WHAT THE TASK ASKS ▸ Only lines with the string "اسٹریٹ" matter here; gather them from the material below.

RECORDS TO USE ▸
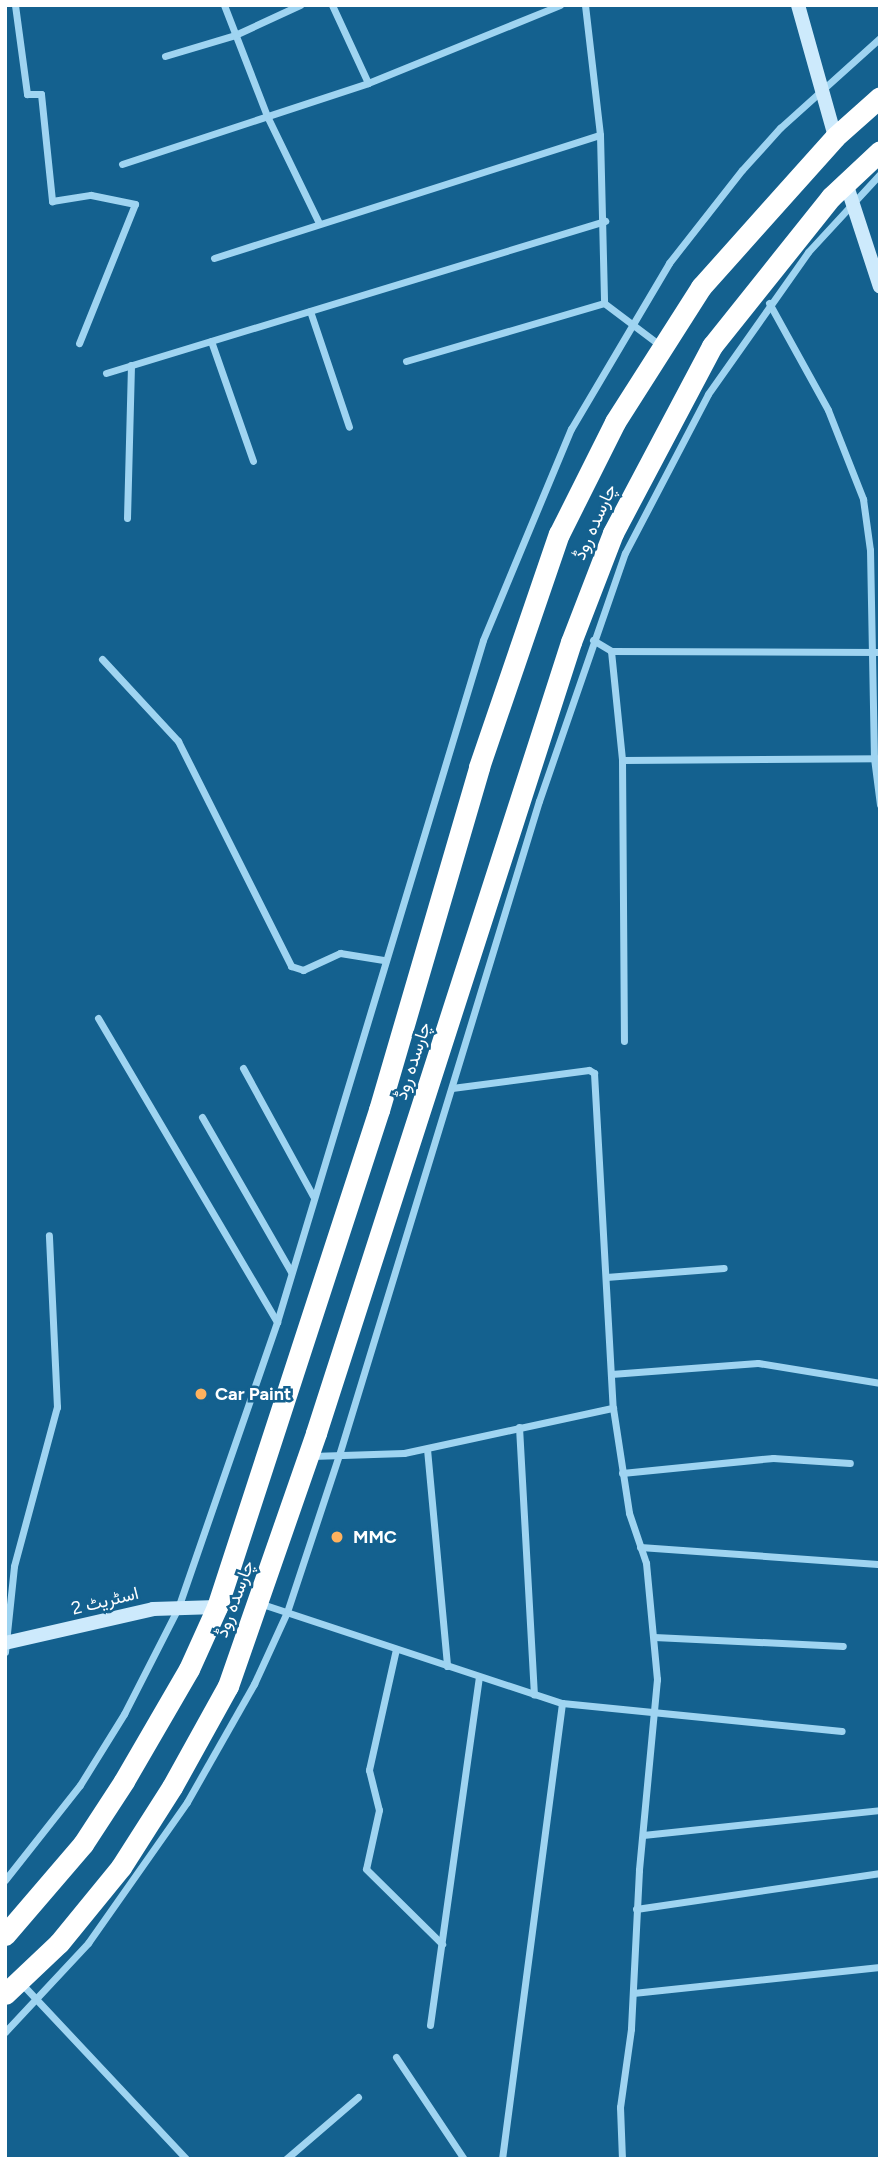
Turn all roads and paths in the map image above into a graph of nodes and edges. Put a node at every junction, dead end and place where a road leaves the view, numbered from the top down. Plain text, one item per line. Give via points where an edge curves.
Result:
1 (15, 5) edge
2 (224, 5) edge
3 (300, 5) edge
4 (332, 5) edge
5 (560, 5) edge
6 (584, 5) edge
7 (798, 5) edge
8 (236, 35) junction
9 (880, 38) edge
10 (165, 56) dead end
11 (368, 83) junction
12 (822, 91) junction
13 (880, 97) edge
14 (267, 116) junction
15 (600, 135) junction
16 (835, 137) junction
17 (880, 151) edge
18 (122, 164) dead end
19 (880, 174) edge
20 (848, 192) junction
21 (605, 221) junction
22 (319, 223) junction
23 (875, 255) edge
24 (214, 258) dead end
25 (880, 287) edge
26 (604, 303) junction
27 (769, 303) junction
28 (310, 311) junction
29 (630, 323) junction
30 (211, 341) junction
31 (79, 343) dead end
32 (661, 346) junction
33 (405, 361) dead end
34 (131, 365) junction
35 (106, 373) dead end
36 (349, 427) dead end
37 (253, 461) dead end
38 (127, 518) dead end
39 (593, 640) junction
40 (611, 651) junction
41 (880, 652) edge
42 (870, 653) junction
43 (102, 659) dead end
44 (877, 758) edge
45 (621, 760) junction
46 (880, 805) edge
47 (383, 960) junction
48 (98, 1018) dead end
49 (624, 1041) dead end
50 (243, 1068) dead end
51 (452, 1088) junction
52 (202, 1117) dead end
53 (359, 1172) junction
54 (396, 1184) junction
55 (313, 1197) junction
56 (49, 1235) dead end
57 (724, 1268) dead end
58 (291, 1272) junction
59 (606, 1277) junction
60 (277, 1322) junction
61 (611, 1374) junction
62 (880, 1383) edge
63 (613, 1408) junction
64 (519, 1427) junction
65 (427, 1449) junction
66 (339, 1455) junction
67 (308, 1457) junction
68 (850, 1463) dead end
69 (622, 1473) junction
70 (640, 1547) junction
71 (877, 1564) dead end
72 (258, 1603) junction
73 (217, 1607) junction
74 (178, 1608) junction
75 (287, 1612) junction
76 (654, 1637) junction
77 (6, 1646) edge
78 (843, 1646) dead end
79 (396, 1649) junction
80 (447, 1666) junction
81 (479, 1676) junction
82 (534, 1695) junction
83 (562, 1703) junction
84 (656, 1716) junction
85 (842, 1731) dead end
86 (880, 1810) edge
87 (643, 1835) junction
88 (880, 1873) edge
89 (7, 1874) edge
90 (636, 1909) junction
91 (5, 1936) edge
92 (442, 1944) junction
93 (880, 1967) edge
94 (12, 1988) edge
95 (633, 1993) junction
96 (38, 2002) junction
97 (430, 2025) dead end
98 (5, 2032) edge
99 (396, 2057) dead end
100 (358, 2096) dead end
101 (186, 2159) edge
102 (286, 2159) edge
103 (464, 2159) edge
104 (502, 2159) edge
105 (622, 2159) edge

1 - 31 street via 27,93 41,94 52,201 91,195 135,204
2 - 8 street
3 - 8 street
4 - 11 street
5 - 11 street
6 - 15 street
7 - 12 street
8 - 10 street
8 - 14 street
9 - 12 street
11 - 14 street
12 - 16 street
12 - 29 street via 742,170 669,263
13 - 16 highway, چارسدہ روڈ
14 - 18 street
14 - 22 street
15 - 21 street
15 - 22 street
16 - 32 highway, چارسدہ روڈ via 701,286
17 - 20 highway, چارسدہ روڈ
19 - 20 street
20 - 23 street
20 - 27 street
20 - 54 highway, چارسدہ روڈ via 712,346 612,533 571,642
21 - 26 street
21 - 28 street
22 - 24 street
23 - 25 street
26 - 29 street
26 - 33 street
27 - 39 street via 708,394 655,489
27 - 42 street via 828,410 863,499 870,550
28 - 30 street
28 - 36 street
29 - 32 street
29 - 47 street via 571,429 521,540 483,640
30 - 34 street
30 - 37 street
32 - 53 highway, چارسدہ روڈ via 615,422 559,534 479,767
34 - 35 street
34 - 38 street
39 - 40 street
39 - 51 street via 538,800
40 - 42 street
40 - 45 street
41 - 42 street
42 - 44 street
43 - 47 street via 178,741 292,965 303,970 340,953
44 - 45 street
44 - 46 street
45 - 49 street
47 - 55 street
48 - 60 street
50 - 55 street
51 - 59 street via 589,1070 594,1073
51 - 66 street
52 - 58 street
53 - 54 highway
53 - 73 highway, چارسدہ روڈ
54 - 67 highway, چارسدہ روڈ
55 - 58 street
56 - 77 street via 57,1407 14,1566
57 - 59 street
58 - 60 street
59 - 61 street
60 - 74 street
61 - 62 street via 758,1363
61 - 63 street
63 - 64 street
63 - 69 street
64 - 65 street
64 - 82 street
65 - 66 street
65 - 80 street
66 - 67 street
66 - 75 street
67 - 72 highway, چارسدہ روڈ
68 - 69 street via 773,1458
69 - 70 street
70 - 71 street
70 - 76 street
72 - 75 street
72 - 94 highway, چارسدہ روڈ via 228,1686 121,1867 59,1943
73 - 74 street, اسٹریٹ 2
73 - 91 highway, چارسدہ روڈ via 189,1669 124,1781 75,1853
74 - 77 street, اسٹریٹ 2 via 153,1609
74 - 89 street via 124,1714 80,1785
75 - 79 street
75 - 96 street via 222,1747 194,1791 88,1943
76 - 78 street
76 - 84 street
79 - 80 street
79 - 92 street via 369,1770 379,1810 366,1869
80 - 81 street
81 - 82 street
81 - 92 street
82 - 83 street
83 - 84 street
83 - 104 street
84 - 85 street
84 - 87 street
86 - 87 street
87 - 90 street
88 - 90 street
90 - 95 street
92 - 97 street
93 - 95 street
94 - 96 street
95 - 105 street via 620,2108
96 - 98 street
96 - 101 street
99 - 103 street
100 - 102 street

SOLUTION TO THE PROBLEM ▸
73 - 74 street, اسٹریٹ 2
74 - 77 street, اسٹریٹ 2 via 153,1609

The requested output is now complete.